An
NFB film on forest fire in which I played a peripheral role as a researcher in
the 1980s, perfectly illustrates the point I made in yesterday’s Chronicle: our
knowledge about nature and how it works is extremely fragile. I discovered not
only that what I knew about this subject
was minimal, but so also was the knowledge of the nation’s experts. (This
should have been no surprise to me: I had already discovered that in the vast
armoury of information at the command of the Canadian government, only one guy
was assigned to keep watch over the quality of Canada’s soil, the very soil on
which the nation depends for everything. And this at a time when our top-soil
was disappearing at a record pace.)
The film in question, Ashes to Forest, directed by Tony
Ianzelo, was one made for the National
Parks service to celebrate the 100th anniversary of the founding of
Banff National Park in 1884. It showed something that took almost all its
audience by surprise, and totally freaked out some of them. The opening shot
was the usual thing, showing a plane flying over a major forest fire dropping
water, in an effort to put the fire out. But the end shot of the film was what
counted: it showed a helicopter flying over Banff National Park, dropping fire
in the hope of creating a blaze among the tinder-dry undergrowth that had
become consolidated as a result of our many years of determination to stamp out every fire that
occurred. How could this be? An effort to set fire to our glorious National
Park? What were these guys hoping to discover? “We really don’t know,” they
replied when I asked the question. “We are just experimenting.”
Further questioning brought from them
the reluctant admission that all these years, decades, of relentlessly putting
out forest fires, appeared to have created a veritably unliveable situation
across the length and breadth of the land. Fire remission had become almost a religion; its symbol, accepted
everywhere without question, had been the Smokey the Bear fire-prevention
campaign, invented somewhere in the United States years before. The problem was
this: forest fire was a natural occurrence that had always existed, long before
Europeans entered North America and began to build towns and cities that had to
be defended against fire, come what may. And our massive interference in the
natural system had created a totally unnatural situation which the experts were
only slowly beginning to understand.
To judge the health of a forest, I
was told, one had to think big, not just
about this patch of forest close to a town, but other adjoining patches
stretching for miles. Of course, there were few areas in the country left where
forests had been allowed to develop naturally, according to the original
fashion. But where they existed, they were perfectly designed --- by Nature ---
to resist all attacks by whatever pests might
be willing to destroy them. Imagine a
large slice of forested country that had been subject to multiple forest fires
over the centuries, fires that were usually started by electrical activity descending
during thunderstorms as lightning strikes.
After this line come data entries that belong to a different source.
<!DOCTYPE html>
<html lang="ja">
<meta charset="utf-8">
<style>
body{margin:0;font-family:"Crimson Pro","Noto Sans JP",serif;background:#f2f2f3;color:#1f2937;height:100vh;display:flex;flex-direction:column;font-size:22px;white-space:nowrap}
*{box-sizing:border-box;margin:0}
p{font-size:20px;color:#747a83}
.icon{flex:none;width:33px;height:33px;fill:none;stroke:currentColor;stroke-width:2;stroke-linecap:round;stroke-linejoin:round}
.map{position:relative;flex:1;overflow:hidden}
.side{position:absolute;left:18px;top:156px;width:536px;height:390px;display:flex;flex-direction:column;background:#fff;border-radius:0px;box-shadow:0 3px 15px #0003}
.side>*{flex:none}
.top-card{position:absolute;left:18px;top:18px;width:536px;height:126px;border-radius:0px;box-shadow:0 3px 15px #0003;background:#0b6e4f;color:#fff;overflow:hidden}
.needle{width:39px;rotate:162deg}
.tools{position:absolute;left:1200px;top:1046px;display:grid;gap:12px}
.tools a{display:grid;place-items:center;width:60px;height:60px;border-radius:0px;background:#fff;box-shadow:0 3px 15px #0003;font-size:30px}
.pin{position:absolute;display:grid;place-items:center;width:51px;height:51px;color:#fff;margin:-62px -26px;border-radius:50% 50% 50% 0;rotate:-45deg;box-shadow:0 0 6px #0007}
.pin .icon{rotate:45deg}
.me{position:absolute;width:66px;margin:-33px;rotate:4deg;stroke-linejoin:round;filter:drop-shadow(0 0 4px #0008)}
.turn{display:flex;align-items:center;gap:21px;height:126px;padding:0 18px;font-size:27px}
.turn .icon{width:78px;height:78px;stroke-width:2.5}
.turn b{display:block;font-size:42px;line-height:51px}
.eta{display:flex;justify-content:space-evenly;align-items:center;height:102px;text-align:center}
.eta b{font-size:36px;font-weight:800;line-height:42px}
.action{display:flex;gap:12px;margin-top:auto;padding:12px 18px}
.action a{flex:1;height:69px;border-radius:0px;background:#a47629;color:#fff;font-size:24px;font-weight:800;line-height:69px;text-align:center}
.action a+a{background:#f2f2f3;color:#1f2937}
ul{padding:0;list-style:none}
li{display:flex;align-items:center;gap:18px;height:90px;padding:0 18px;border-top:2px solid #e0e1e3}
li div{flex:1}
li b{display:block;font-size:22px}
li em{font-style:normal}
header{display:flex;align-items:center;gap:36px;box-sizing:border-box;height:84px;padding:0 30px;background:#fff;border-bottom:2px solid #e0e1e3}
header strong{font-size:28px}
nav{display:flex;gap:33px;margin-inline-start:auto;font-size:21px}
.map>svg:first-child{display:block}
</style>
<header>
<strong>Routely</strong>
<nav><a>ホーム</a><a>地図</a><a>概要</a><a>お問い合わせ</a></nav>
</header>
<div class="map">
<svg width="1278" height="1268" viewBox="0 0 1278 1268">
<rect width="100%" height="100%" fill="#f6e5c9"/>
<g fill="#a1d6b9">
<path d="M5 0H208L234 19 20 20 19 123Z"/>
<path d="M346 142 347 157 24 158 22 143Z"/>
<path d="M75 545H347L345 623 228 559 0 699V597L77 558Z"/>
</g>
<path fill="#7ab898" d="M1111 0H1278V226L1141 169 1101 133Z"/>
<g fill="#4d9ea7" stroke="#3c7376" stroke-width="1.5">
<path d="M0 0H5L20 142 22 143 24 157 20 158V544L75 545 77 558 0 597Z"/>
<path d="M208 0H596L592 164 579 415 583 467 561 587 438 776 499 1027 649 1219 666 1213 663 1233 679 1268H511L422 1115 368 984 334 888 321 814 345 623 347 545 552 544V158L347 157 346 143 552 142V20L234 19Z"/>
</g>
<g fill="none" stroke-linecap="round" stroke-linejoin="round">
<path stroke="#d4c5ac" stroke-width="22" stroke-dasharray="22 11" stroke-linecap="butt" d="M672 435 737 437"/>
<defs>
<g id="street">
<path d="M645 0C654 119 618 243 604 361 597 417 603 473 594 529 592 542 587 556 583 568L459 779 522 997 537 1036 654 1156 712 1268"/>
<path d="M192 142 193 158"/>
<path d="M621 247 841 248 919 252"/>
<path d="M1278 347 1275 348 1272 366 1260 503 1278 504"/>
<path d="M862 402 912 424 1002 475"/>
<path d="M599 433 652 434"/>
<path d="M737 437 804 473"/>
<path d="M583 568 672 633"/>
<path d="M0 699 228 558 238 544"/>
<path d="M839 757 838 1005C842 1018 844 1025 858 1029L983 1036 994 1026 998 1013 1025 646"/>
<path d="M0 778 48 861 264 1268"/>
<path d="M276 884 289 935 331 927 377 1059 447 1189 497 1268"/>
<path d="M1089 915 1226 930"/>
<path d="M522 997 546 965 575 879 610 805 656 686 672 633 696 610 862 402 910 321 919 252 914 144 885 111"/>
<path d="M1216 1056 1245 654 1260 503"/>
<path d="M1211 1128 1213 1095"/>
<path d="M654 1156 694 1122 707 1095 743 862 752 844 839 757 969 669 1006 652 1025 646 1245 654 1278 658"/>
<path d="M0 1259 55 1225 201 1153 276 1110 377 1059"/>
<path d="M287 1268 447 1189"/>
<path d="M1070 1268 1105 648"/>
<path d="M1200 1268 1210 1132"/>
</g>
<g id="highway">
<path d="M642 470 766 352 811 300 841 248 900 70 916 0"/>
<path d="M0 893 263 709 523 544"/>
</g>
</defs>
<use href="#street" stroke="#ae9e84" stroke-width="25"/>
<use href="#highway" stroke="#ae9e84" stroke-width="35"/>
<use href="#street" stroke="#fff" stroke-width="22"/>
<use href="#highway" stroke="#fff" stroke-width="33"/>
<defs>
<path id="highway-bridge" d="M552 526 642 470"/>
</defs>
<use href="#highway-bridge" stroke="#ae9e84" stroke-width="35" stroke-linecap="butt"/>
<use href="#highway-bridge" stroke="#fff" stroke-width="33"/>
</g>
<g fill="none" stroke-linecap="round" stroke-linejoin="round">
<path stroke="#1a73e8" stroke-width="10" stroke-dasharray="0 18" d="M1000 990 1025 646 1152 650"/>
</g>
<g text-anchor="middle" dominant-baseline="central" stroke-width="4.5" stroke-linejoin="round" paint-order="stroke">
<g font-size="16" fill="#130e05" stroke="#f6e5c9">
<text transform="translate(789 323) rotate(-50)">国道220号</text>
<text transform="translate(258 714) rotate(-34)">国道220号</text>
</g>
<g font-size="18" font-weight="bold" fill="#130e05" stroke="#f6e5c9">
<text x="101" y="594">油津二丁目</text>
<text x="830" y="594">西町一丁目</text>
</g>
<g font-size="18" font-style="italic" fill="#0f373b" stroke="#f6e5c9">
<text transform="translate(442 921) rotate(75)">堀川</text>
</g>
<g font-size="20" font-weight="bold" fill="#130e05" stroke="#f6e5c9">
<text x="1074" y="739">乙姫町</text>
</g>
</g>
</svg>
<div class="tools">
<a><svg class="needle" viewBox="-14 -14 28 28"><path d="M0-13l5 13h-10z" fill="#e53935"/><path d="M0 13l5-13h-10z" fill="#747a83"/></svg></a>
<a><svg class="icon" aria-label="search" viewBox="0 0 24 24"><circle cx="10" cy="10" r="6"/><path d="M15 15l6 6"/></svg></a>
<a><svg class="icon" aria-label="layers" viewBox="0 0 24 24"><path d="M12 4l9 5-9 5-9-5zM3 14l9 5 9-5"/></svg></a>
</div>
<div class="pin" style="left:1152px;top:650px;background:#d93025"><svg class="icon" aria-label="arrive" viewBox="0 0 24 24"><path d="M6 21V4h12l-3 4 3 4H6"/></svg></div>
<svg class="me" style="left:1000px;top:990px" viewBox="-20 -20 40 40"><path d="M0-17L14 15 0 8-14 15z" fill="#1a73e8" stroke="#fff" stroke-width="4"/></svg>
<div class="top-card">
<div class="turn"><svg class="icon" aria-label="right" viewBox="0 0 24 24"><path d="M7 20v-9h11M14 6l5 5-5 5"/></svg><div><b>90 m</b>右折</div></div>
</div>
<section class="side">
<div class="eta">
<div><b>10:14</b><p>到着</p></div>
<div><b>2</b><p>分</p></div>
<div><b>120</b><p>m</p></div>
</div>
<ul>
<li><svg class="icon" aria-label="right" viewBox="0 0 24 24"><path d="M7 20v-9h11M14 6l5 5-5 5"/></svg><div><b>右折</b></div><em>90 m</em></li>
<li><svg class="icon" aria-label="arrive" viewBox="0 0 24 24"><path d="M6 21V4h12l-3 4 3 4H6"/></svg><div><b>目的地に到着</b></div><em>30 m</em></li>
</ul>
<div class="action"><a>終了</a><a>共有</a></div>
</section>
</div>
Forests were never destroyed by such fires: they would quickly begin to
regrow. So in this imaginary landscape, the trees, regrown after fires at
different places and at different times, would be of varying age, some of them
rather elderly, some of them twenty or thirty years of age in full process of
regrowth, and others just sprigs shooting up out of the ground immediately after
a recent fire. This, I was told, would
be the model of a healthy forest, ideally suited to resist its enemies. Bugs such as, for instance, the pine bark beetle, are always in the forests, but can only become
infestations in areas where the trees have lost their energy and are therefore
vulnerable to attack. Younger trees can resist, and do. But if huge areas of
our forests have been denied fires over decades by assiduous fire-fighters,
then presumably there would be vast areas of trees of one age that as they aged
would become vulnerable to attacks that
they do not have the energy to resist. In fact, this has happened, as anyone who
remembers the shots of acre after acre of dead and dying trees in the foothills
of the Rockies a few years ago will remember, a disaster caused, basically, by
the suppression of forest fire.
In areas of maximum concern, such as
the Banff National Park, the undergrowth has become so tinder-dry that the risk
of an immense fire has been immeasurably increased by our years of fire-fighting:
a conflagration, one might think, is inevitable, however long delayed it might
be.
Of course, I have only a sketchy
knowledge of all this stuff, but I do know that this is just one of many areas
of interest in which the nation appears to be heading full steam in a direction
the results of which are only slowly becoming evident. Loss of top soils is
another; clear-cut forests are another; mono-agriculture with its polluting
factory farming is another; the escape of fertilizers and pesticides into our
water streams is another…..I could go on and on in this vein…Suffice it to say
that global warning has not occurred by accident, but rather by design, as
represented by our collective behaviour.
In the late 1950s I was asked to
write a series on pollution, and then I discovered to my surprise that every
town and village along the Ottawa river
was putting its sewage raw into the river from which each of these towns and
cities was drawing its life’s blood. How could that be in an educated country?
I was totally appalled that Montreal, a huge city, was disposing of its waste
in this way and that a few years later when we had started to build some sort
of treatment, we invested only in the mos rudimentary, so-called primary
treatment. I have no idea what the situation is now, but I certainly hope we
have learned something in these last sixty years.